Afghanistan is at a critical juncture. Eight years after the invasion, we have demonstrated how we might lose the war, wasting half a decade by not providing enough forces, money or leadership-or even agreeing our objectives. As in Iraq, we removed the threat, leaving a power vacuum that the Taliban were quick to exploit. Because of the distraction of Iraq, the west never fully came to terms with the scale of the operation required for success. That contributed to the biggest schoolboy error of all-the failure to have a co-ordinated, integrated, properly funded and locally supported plan.

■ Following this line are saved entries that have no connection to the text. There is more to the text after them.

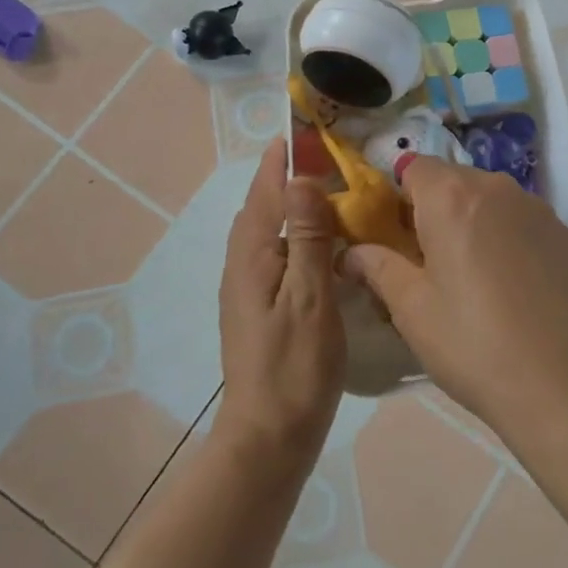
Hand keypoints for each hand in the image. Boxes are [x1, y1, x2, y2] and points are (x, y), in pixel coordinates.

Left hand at [215, 140, 345, 460]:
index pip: (266, 191)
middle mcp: (242, 264)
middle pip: (261, 205)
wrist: (268, 437)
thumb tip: (301, 178)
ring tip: (324, 189)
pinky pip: (274, 251)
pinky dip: (293, 232)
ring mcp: (246, 287)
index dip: (282, 159)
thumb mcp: (310, 297)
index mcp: (253, 256)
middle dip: (284, 175)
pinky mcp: (257, 306)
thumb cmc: (295, 366)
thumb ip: (307, 237)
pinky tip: (319, 242)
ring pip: (266, 229)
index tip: (303, 130)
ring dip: (288, 203)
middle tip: (324, 156)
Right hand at [342, 158, 567, 436]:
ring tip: (474, 275)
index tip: (397, 236)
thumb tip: (350, 252)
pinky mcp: (564, 233)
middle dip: (436, 209)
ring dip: (474, 221)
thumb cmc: (471, 343)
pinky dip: (509, 237)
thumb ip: (377, 267)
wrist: (558, 382)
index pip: (413, 167)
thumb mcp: (410, 309)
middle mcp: (496, 188)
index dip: (399, 197)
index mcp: (451, 197)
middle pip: (453, 180)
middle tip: (430, 262)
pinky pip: (522, 220)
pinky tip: (512, 284)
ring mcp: (536, 208)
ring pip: (490, 199)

If the stream of hearses regularly filing through Wootton Bassett has not made us realise that the current strategy is not working, General Stanley McChrystal's interim assessment confirms it.
I have visited Afghanistan every six months or so since being elected and have made every effort to understand what is happening out there so that I can support our armed forces. It therefore saddens me to say how badly we have let our troops down and how much the security situation has deteriorated. I am talking about troop and equipment shortages, poor co-ordination of the Whitehall message, an absence of Cabinet leadership, scant support for reconstruction and development, and no clear plan. Only by blindfolding our troops as they departed for Helmand could we have hindered their chances of success even further.
These are harsh comments, but I make no apologies for them. They are directed not specifically at the Front-Bench Members here-they are as dedicated as anyone to success in Afghanistan-but at No. 10 and the co-ordination of the Cabinet. We come here regularly to salute the bravery and professionalism of our soldiers, but then do not give them the tools to succeed and conclude the mission. After eight years, the lack of progress has not gone unnoticed. Doubts are growing about the war in both the UK and the USA, and leading commentators and politicians are suggesting that it is turning into President Obama's Vietnam.
We now have two distinct groups, one supporting a surge and a substantial increase in troop numbers-I do not know whether that would be time-limited-and a
second supporting what has been labelled as "cut and walk". That would involve slowly down-sizing, leaving behind special operations and drone capabilities very similar to those in Pakistan. The US military is clearly showing its strength in supporting a surge and dispatching its brightest senior military commanders to Afghanistan, but, on the other side, some politicians, perhaps with one eye on the polls and the other on the congressional elections in November 2010, are urging huge caution.
The delay in making the decision is playing into the Taliban's hands, as has been mentioned already. The reasons not to pull out are very clear and have been echoed again and again in this Chamber. We need only to look over our shoulders at what is happening in Pakistan even today to see the chaos that might occur in Afghanistan were we to pull out now. What would it say to the rest of the world if a second superpower were to be beaten by Islamic fundamentalism? We need to recognise that this is not a war of choice, but a war of necessity. It is also a new style of warfare involving counter-insurgency. We must get used to it and get good at it.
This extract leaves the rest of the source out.